Stages of Grief
When justice fails, inventive revenge — to the point of improbability — is the way to go Ed Symkus
Let’s hear it for a film that wastes no time getting down to business. Although the ending proves to be completely implausible, no matter how much the backstory explains things away, Law Abiding Citizen has the prospects of being a true crowd-pleaser.
As soon as it’s established that Clyde Shelton (Gerard Butler) is a happy family man — tinkering on some electronics while chatting with his smiling young daughter — there’s a knock on the door. Two thieves enter, beat him to a pulp and kill his wife and daughter. The violence is fast and brutal and, fortunately, mostly off-screen.
Here comes ambitious prosecutor Nick Rice (Jamie Foxx), a self-assured fellow with a 90-percent conviction rate and dreams of a political future, explaining to the grieving Clyde that the only way to make sure at least one of the two perpetrators gets a death sentence is to let the other one — the “cooperative witness” — go free as part of a plea bargain.
Clyde, who saw everything till he blacked out and who knows exactly what happened, is shattered, angry, his eyes filled with confused tears. But he’s firmly told by Nick, “It’s not what you know, it’s what you can prove in court,” a phrase that will later haunt him.
Ten years go by. We’re treated to an imaginatively sculpted, flashily edited sequence of two different audiences — one watching a classical recital, the other watching an execution. The recital is great. But something goes very wrong at what was supposed to be a painless execution. Clyde, it seems, has been dreaming of revenge.

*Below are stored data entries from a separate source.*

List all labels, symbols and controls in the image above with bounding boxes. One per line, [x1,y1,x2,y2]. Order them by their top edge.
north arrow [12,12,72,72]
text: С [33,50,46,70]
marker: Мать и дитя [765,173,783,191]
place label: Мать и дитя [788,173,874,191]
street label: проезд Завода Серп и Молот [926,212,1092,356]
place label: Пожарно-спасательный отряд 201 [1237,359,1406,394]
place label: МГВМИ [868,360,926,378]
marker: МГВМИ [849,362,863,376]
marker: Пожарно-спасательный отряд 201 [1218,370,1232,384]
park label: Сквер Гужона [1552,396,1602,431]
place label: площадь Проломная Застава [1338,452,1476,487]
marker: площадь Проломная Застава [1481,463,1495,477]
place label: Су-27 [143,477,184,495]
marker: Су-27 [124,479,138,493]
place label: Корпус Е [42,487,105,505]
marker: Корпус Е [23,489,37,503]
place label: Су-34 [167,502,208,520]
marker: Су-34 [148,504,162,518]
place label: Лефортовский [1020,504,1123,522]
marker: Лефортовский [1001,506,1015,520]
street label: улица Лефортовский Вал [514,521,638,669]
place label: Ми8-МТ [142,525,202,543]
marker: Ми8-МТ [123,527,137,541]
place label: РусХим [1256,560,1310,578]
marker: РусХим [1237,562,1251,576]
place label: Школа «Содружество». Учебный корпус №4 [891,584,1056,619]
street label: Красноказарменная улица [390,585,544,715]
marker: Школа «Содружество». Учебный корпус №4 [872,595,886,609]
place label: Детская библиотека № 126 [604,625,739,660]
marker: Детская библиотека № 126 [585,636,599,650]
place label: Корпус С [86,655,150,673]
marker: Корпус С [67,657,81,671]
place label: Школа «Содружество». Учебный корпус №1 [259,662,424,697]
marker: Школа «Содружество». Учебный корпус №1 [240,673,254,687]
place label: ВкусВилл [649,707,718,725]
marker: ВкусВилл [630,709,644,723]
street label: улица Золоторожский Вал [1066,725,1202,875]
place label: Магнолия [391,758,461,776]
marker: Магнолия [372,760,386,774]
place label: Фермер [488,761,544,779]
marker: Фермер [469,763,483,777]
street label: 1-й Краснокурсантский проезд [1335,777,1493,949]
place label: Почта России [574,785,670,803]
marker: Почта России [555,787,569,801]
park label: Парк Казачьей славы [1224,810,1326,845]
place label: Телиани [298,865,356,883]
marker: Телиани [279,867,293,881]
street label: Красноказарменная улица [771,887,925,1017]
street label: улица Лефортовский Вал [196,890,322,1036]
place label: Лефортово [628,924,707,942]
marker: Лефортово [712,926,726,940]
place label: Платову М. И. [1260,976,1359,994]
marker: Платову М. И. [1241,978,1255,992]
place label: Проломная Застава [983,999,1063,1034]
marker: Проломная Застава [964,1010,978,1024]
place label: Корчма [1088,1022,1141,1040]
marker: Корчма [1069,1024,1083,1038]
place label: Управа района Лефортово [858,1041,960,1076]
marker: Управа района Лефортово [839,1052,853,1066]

And here’s where the film’s main story really begins and gives both Foxx and Shelton plenty of room to act up two very different types of storms.

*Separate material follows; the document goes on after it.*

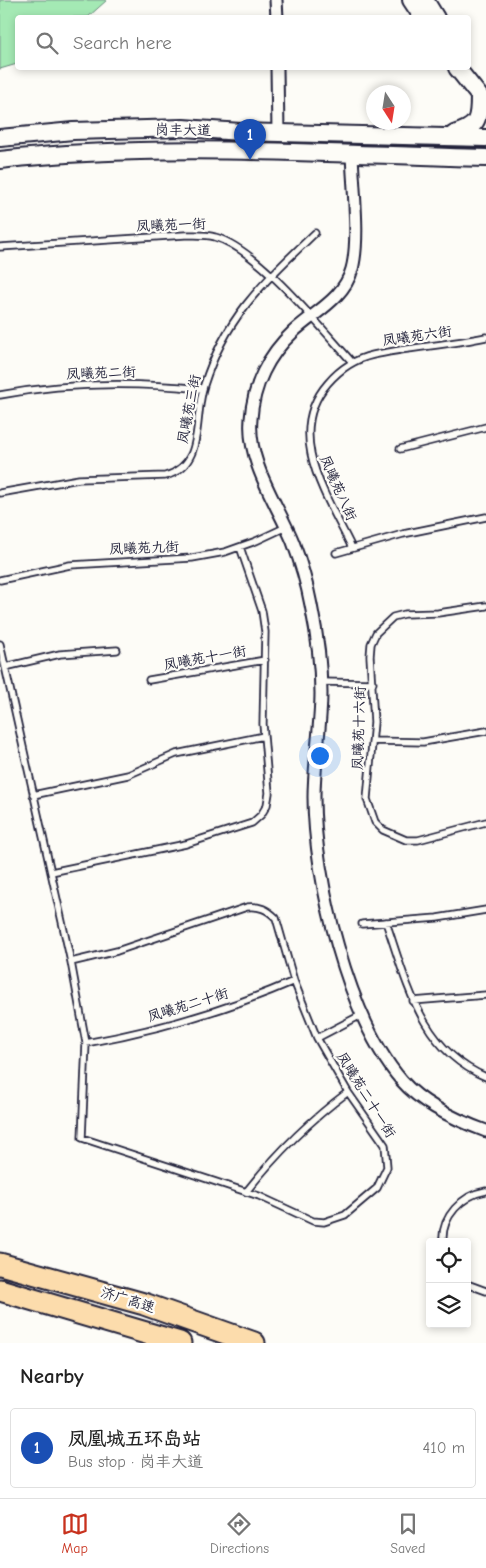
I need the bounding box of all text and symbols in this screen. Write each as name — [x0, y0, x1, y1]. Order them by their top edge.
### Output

Foxx offers a serious, straightforward performance that combines both aggressiveness and a touch of uncertainty, and perfectly complements Butler’s enthusiastic experiment in pulling out every stop he can find.
The film becomes a study of Nick, fighting for justice, and Clyde, out to prove that the justice system doesn’t work and that he’s going to fix it — as people who have wronged him start dying. Screenwriter Kurt Wimmer (The Thomas Crown Affair, The Recruit) takes that premise and surrounds it with brutal violence and unexpected ironic humor — until the humor finally vanishes.
Clyde is one of the most anti-heroic heroes ever thrown into a contemporary thriller, and he eventually becomes sort of a combination of a much more serious and deadly Joker and a gadget-loving Batman. A new twist is given to the old legal adage that everyone must be held accountable for their actions, and even though the killings continue and the body count piles up, the story never turns into a whodunit. It’s much more of a how-the-heck-is-he-doing-it. The story remains a big puzzle right up to that improbable ending, with Clyde ever the missing piece to what’s going on.